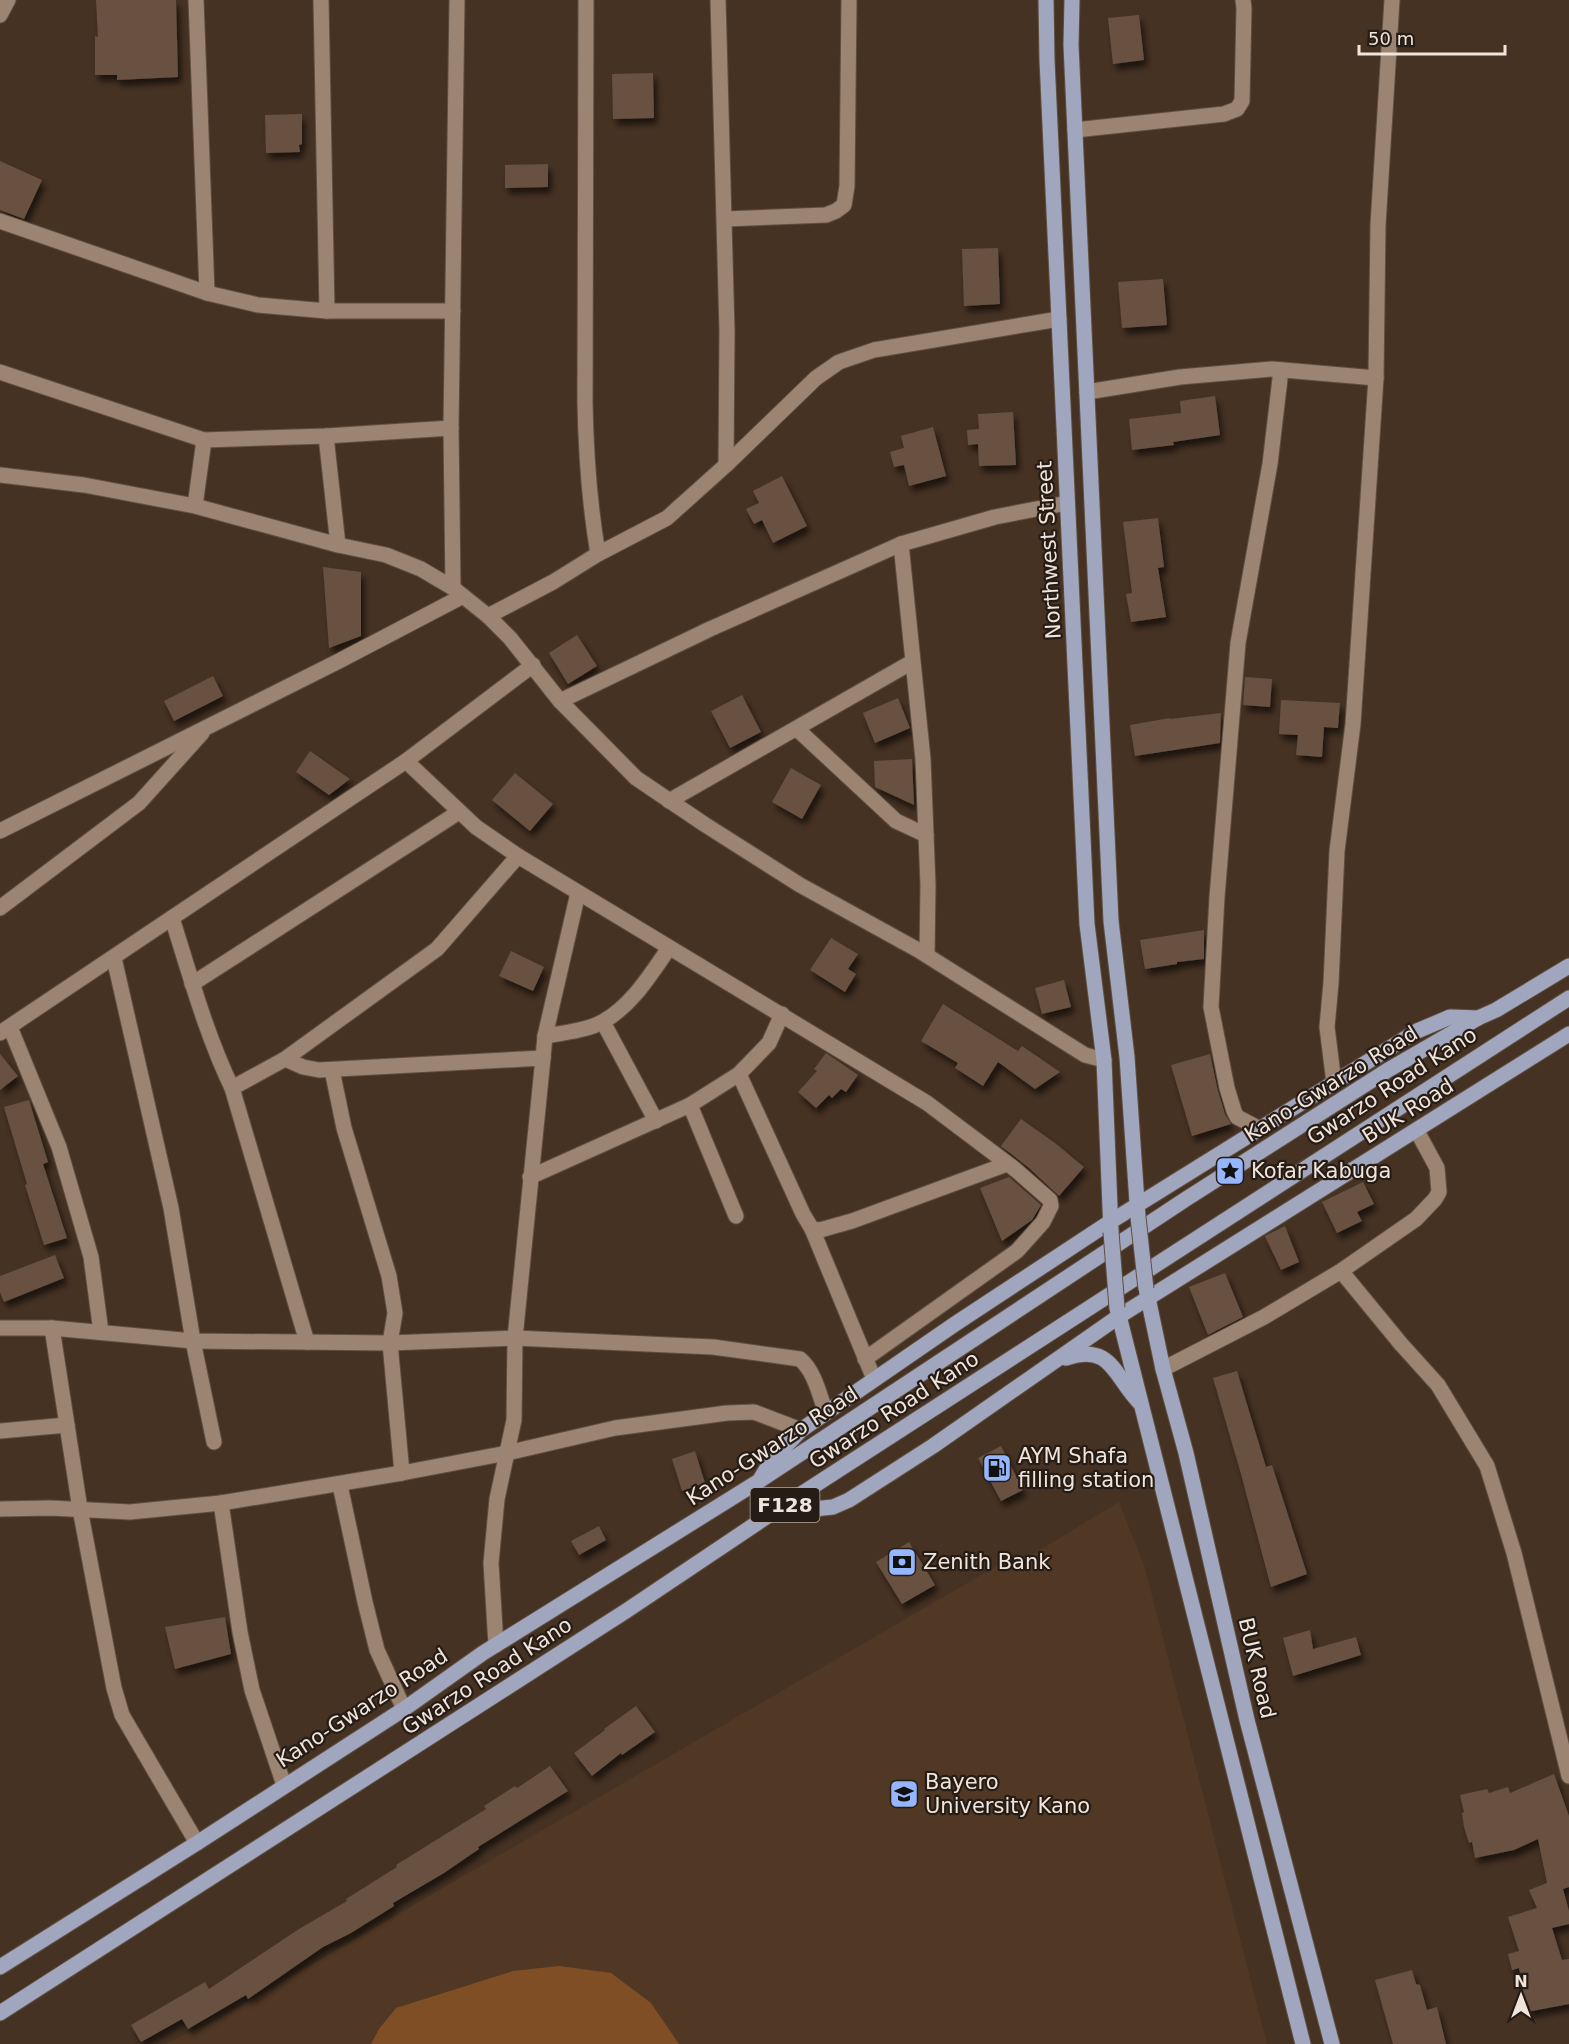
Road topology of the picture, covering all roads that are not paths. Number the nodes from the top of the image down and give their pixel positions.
1 (8, 0) edge
2 (196, 0) edge
3 (321, 0) edge
4 (457, 0) edge
5 (586, 0) edge
6 (718, 0) edge
7 (849, 0) edge
8 (1046, 0) edge
9 (1071, 0) edge
10 (1243, 0) edge
11 (1392, 0) edge
12 (0, 15) edge
13 (1075, 130) junction
14 (724, 219) junction
15 (0, 221) edge
16 (207, 293) junction
17 (327, 311) junction
18 (453, 311) junction
19 (1059, 319) junction
20 (1281, 370) junction
21 (0, 372) edge
22 (1376, 378) junction
23 (1087, 392) junction
24 (451, 428) junction
25 (326, 436) junction
26 (204, 440) junction
27 (726, 465) junction
28 (0, 475) edge
29 (1067, 503) junction
30 (195, 506) junction
31 (901, 544) junction
32 (338, 545) junction
33 (598, 554) junction
34 (458, 592) junction
35 (488, 616) junction
36 (912, 662) junction
37 (533, 664) junction
38 (560, 701) junction
39 (208, 726) junction
40 (797, 729) junction
41 (406, 761) junction
42 (669, 801) junction
43 (459, 812) junction
44 (0, 831) edge
45 (926, 835) junction
46 (518, 856) junction
47 (578, 892) junction
48 (0, 908) edge
49 (172, 918) junction
50 (669, 948) junction
51 (927, 955) junction
52 (114, 957) junction
53 (1569, 966) edge
54 (192, 984) junction
55 (1565, 1004) edge
56 (782, 1014) junction
57 (1478, 1018) junction
58 (603, 1022) junction
59 (5, 1030) edge
60 (1569, 1034) edge
61 (545, 1036) junction
62 (543, 1058) junction
63 (285, 1059) junction
64 (1104, 1060) junction
65 (332, 1070) junction
66 (739, 1074) junction
67 (1334, 1083) junction
68 (232, 1088) junction
69 (690, 1105) junction
70 (656, 1121) junction
71 (1260, 1129) junction
72 (1417, 1131) junction
73 (1007, 1164) junction
74 (531, 1176) junction
75 (1137, 1212) junction
76 (736, 1216) dead end
77 (1110, 1227) junction
78 (812, 1229) junction
79 (1341, 1271) junction
80 (1147, 1294) junction
81 (1118, 1312) junction
82 (0, 1328) edge
83 (52, 1328) junction
84 (101, 1332) junction
85 (515, 1338) junction
86 (193, 1341) junction
87 (307, 1342) junction
88 (390, 1343) junction
89 (865, 1359) junction
90 (1057, 1360) junction
91 (1163, 1369) junction
92 (874, 1379) junction
93 (1142, 1405) junction
94 (826, 1413) junction
95 (67, 1425) junction
96 (801, 1430) junction
97 (0, 1431) edge
98 (214, 1442) dead end
99 (507, 1453) junction
100 (402, 1473) junction
101 (759, 1481) junction
102 (340, 1485) junction
103 (220, 1503) junction
104 (788, 1504) junction
105 (0, 1509) edge
106 (80, 1509) junction
107 (496, 1645) junction
108 (404, 1709) junction
109 (1569, 1776) edge
110 (285, 1785) junction
111 (197, 1843) junction
112 (0, 1967) edge
113 (0, 2013) edge
114 (1303, 2044) edge
115 (1332, 2044) edge

1 - 12 street
2 - 16 street
3 - 17 street
4 - 18 street
5 - 33 street
6 - 14 street
7 - 14 street
8 - 19 main road, Northwest Street
9 - 13 main road
10 - 13 street
11 - 22 street
13 - 23 main road
14 - 27 street
15 - 16 street
16 - 17 street
17 - 18 street
18 - 24 street
19 - 27 street
19 - 29 main road, Northwest Street
20 - 22 street
20 - 23 street
20 - 71 street
21 - 26 street
22 - 67 street
23 - 75 main road
24 - 25 street
24 - 34 street
25 - 26 street
25 - 32 street
26 - 30 street
27 - 33 street
28 - 30 street
29 - 31 street
29 - 64 main road, Northwest Street
30 - 32 street
31 - 36 street
31 - 38 street
32 - 34 street
33 - 35 street
34 - 35 street
34 - 39 street
35 - 37 street
36 - 40 street
36 - 45 street
37 - 38 street
37 - 41 street
38 - 42 street
39 - 44 street
39 - 48 street
40 - 42 street
40 - 45 street
41 - 43 street
41 - 49 street
42 - 51 street
43 - 46 street
43 - 54 street
45 - 51 street
46 - 47 street
46 - 63 street
47 - 50 street
47 - 61 street
49 - 52 street
49 - 54 street
50 - 56 street
50 - 58 street
51 - 64 street
52 - 59 street
52 - 86 street
53 - 57 main road, Kano-Gwarzo Road / F128
54 - 68 street
55 - 104 main road, Gwarzo Road Kano / F128
56 - 66 street
56 - 73 street
57 - 67 main road
57 - 101 main road, Kano-Gwarzo Road / F128
58 - 61 street
58 - 70 street
59 - 84 street
60 - 72 main road, BUK Road
61 - 62 street
62 - 65 street
62 - 74 street
63 - 65 street
63 - 68 street
64 - 77 main road, Northwest Street
65 - 88 street
66 - 69 street
66 - 78 street
67 - 71 main road
68 - 87 street
69 - 70 street
69 - 76 street
70 - 74 street
71 - 75 main road
72 - 79 street
72 - 80 main road, BUK Road
73 - 78 street
73 - 89 street
74 - 85 street
75 - 77 main road
75 - 80 main road, bridge
77 - 81 main road, Northwest Street, bridge
77 - 92 main road
78 - 89 street
79 - 91 street
79 - 109 street
80 - 81 main road, BUK Road
80 - 91 main road, BUK Road
81 - 90 main road, BUK Road
81 - 93 main road
82 - 83 street
83 - 84 street
83 - 95 street
84 - 86 street
85 - 88 street
85 - 94 street
85 - 99 street
86 - 87 street
86 - 98 street
87 - 88 street
88 - 100 street
89 - 92 street
90 - 93 main road
90 - 104 main road, BUK Road
91 - 115 main road, BUK Road
92 - 94 main road
93 - 114 main road
94 - 96 main road
95 - 97 street
95 - 106 street
96 - 99 street
96 - 101 main road
99 - 100 street
99 - 107 street
100 - 102 street
101 - 107 main road, Kano-Gwarzo Road / F128
102 - 103 street
102 - 108 street
103 - 106 street
103 - 110 street
104 - 113 main road, Gwarzo Road Kano / F128
105 - 106 street
106 - 111 street
107 - 108 main road, Kano-Gwarzo Road / F128
108 - 110 main road, Kano-Gwarzo Road / F128
110 - 111 main road, Kano-Gwarzo Road / F128
111 - 112 main road, Kano-Gwarzo Road / F128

### Task requirements
Please set down every record exactly as it appears, leaving out the pictures.

### Solution to this exercise
Road topology of the picture, covering all roads that are not paths. Number the nodes from the top of the image down and give their pixel positions.
1 (8, 0) edge
2 (196, 0) edge
3 (321, 0) edge
4 (457, 0) edge
5 (586, 0) edge
6 (718, 0) edge
7 (849, 0) edge
8 (1046, 0) edge
9 (1071, 0) edge
10 (1243, 0) edge
11 (1392, 0) edge
12 (0, 15) edge
13 (1075, 130) junction
14 (724, 219) junction
15 (0, 221) edge
16 (207, 293) junction
17 (327, 311) junction
18 (453, 311) junction
19 (1059, 319) junction
20 (1281, 370) junction
21 (0, 372) edge
22 (1376, 378) junction
23 (1087, 392) junction
24 (451, 428) junction
25 (326, 436) junction
26 (204, 440) junction
27 (726, 465) junction
28 (0, 475) edge
29 (1067, 503) junction
30 (195, 506) junction
31 (901, 544) junction
32 (338, 545) junction
33 (598, 554) junction
34 (458, 592) junction
35 (488, 616) junction
36 (912, 662) junction
37 (533, 664) junction
38 (560, 701) junction
39 (208, 726) junction
40 (797, 729) junction
41 (406, 761) junction
42 (669, 801) junction
43 (459, 812) junction
44 (0, 831) edge
45 (926, 835) junction
46 (518, 856) junction
47 (578, 892) junction
48 (0, 908) edge
49 (172, 918) junction
50 (669, 948) junction
51 (927, 955) junction
52 (114, 957) junction
53 (1569, 966) edge
54 (192, 984) junction
55 (1565, 1004) edge
56 (782, 1014) junction
57 (1478, 1018) junction
58 (603, 1022) junction
59 (5, 1030) edge
60 (1569, 1034) edge
61 (545, 1036) junction
62 (543, 1058) junction
63 (285, 1059) junction
64 (1104, 1060) junction
65 (332, 1070) junction
66 (739, 1074) junction
67 (1334, 1083) junction
68 (232, 1088) junction
69 (690, 1105) junction
70 (656, 1121) junction
71 (1260, 1129) junction
72 (1417, 1131) junction
73 (1007, 1164) junction
74 (531, 1176) junction
75 (1137, 1212) junction
76 (736, 1216) dead end
77 (1110, 1227) junction
78 (812, 1229) junction
79 (1341, 1271) junction
80 (1147, 1294) junction
81 (1118, 1312) junction
82 (0, 1328) edge
83 (52, 1328) junction
84 (101, 1332) junction
85 (515, 1338) junction
86 (193, 1341) junction
87 (307, 1342) junction
88 (390, 1343) junction
89 (865, 1359) junction
90 (1057, 1360) junction
91 (1163, 1369) junction
92 (874, 1379) junction
93 (1142, 1405) junction
94 (826, 1413) junction
95 (67, 1425) junction
96 (801, 1430) junction
97 (0, 1431) edge
98 (214, 1442) dead end
99 (507, 1453) junction
100 (402, 1473) junction
101 (759, 1481) junction
102 (340, 1485) junction
103 (220, 1503) junction
104 (788, 1504) junction
105 (0, 1509) edge
106 (80, 1509) junction
107 (496, 1645) junction
108 (404, 1709) junction
109 (1569, 1776) edge
110 (285, 1785) junction
111 (197, 1843) junction
112 (0, 1967) edge
113 (0, 2013) edge
114 (1303, 2044) edge
115 (1332, 2044) edge

1 - 12 street
2 - 16 street
3 - 17 street
4 - 18 street
5 - 33 street
6 - 14 street
7 - 14 street
8 - 19 main road, Northwest Street
9 - 13 main road
10 - 13 street
11 - 22 street
13 - 23 main road
14 - 27 street
15 - 16 street
16 - 17 street
17 - 18 street
18 - 24 street
19 - 27 street
19 - 29 main road, Northwest Street
20 - 22 street
20 - 23 street
20 - 71 street
21 - 26 street
22 - 67 street
23 - 75 main road
24 - 25 street
24 - 34 street
25 - 26 street
25 - 32 street
26 - 30 street
27 - 33 street
28 - 30 street
29 - 31 street
29 - 64 main road, Northwest Street
30 - 32 street
31 - 36 street
31 - 38 street
32 - 34 street
33 - 35 street
34 - 35 street
34 - 39 street
35 - 37 street
36 - 40 street
36 - 45 street
37 - 38 street
37 - 41 street
38 - 42 street
39 - 44 street
39 - 48 street
40 - 42 street
40 - 45 street
41 - 43 street
41 - 49 street
42 - 51 street
43 - 46 street
43 - 54 street
45 - 51 street
46 - 47 street
46 - 63 street
47 - 50 street
47 - 61 street
49 - 52 street
49 - 54 street
50 - 56 street
50 - 58 street
51 - 64 street
52 - 59 street
52 - 86 street
53 - 57 main road, Kano-Gwarzo Road / F128
54 - 68 street
55 - 104 main road, Gwarzo Road Kano / F128
56 - 66 street
56 - 73 street
57 - 67 main road
57 - 101 main road, Kano-Gwarzo Road / F128
58 - 61 street
58 - 70 street
59 - 84 street
60 - 72 main road, BUK Road
61 - 62 street
62 - 65 street
62 - 74 street
63 - 65 street
63 - 68 street
64 - 77 main road, Northwest Street
65 - 88 street
66 - 69 street
66 - 78 street
67 - 71 main road
68 - 87 street
69 - 70 street
69 - 76 street
70 - 74 street
71 - 75 main road
72 - 79 street
72 - 80 main road, BUK Road
73 - 78 street
73 - 89 street
74 - 85 street
75 - 77 main road
75 - 80 main road, bridge
77 - 81 main road, Northwest Street, bridge
77 - 92 main road
78 - 89 street
79 - 91 street
79 - 109 street
80 - 81 main road, BUK Road
80 - 91 main road, BUK Road
81 - 90 main road, BUK Road
81 - 93 main road
82 - 83 street
83 - 84 street
83 - 95 street
84 - 86 street
85 - 88 street
85 - 94 street
85 - 99 street
86 - 87 street
86 - 98 street
87 - 88 street
88 - 100 street
89 - 92 street
90 - 93 main road
90 - 104 main road, BUK Road
91 - 115 main road, BUK Road
92 - 94 main road
93 - 114 main road
94 - 96 main road
95 - 97 street
95 - 106 street
96 - 99 street
96 - 101 main road
99 - 100 street
99 - 107 street
100 - 102 street
101 - 107 main road, Kano-Gwarzo Road / F128
102 - 103 street
102 - 108 street
103 - 106 street
103 - 110 street
104 - 113 main road, Gwarzo Road Kano / F128
105 - 106 street
106 - 111 street
107 - 108 main road, Kano-Gwarzo Road / F128
108 - 110 main road, Kano-Gwarzo Road / F128
110 - 111 main road, Kano-Gwarzo Road / F128
111 - 112 main road, Kano-Gwarzo Road / F128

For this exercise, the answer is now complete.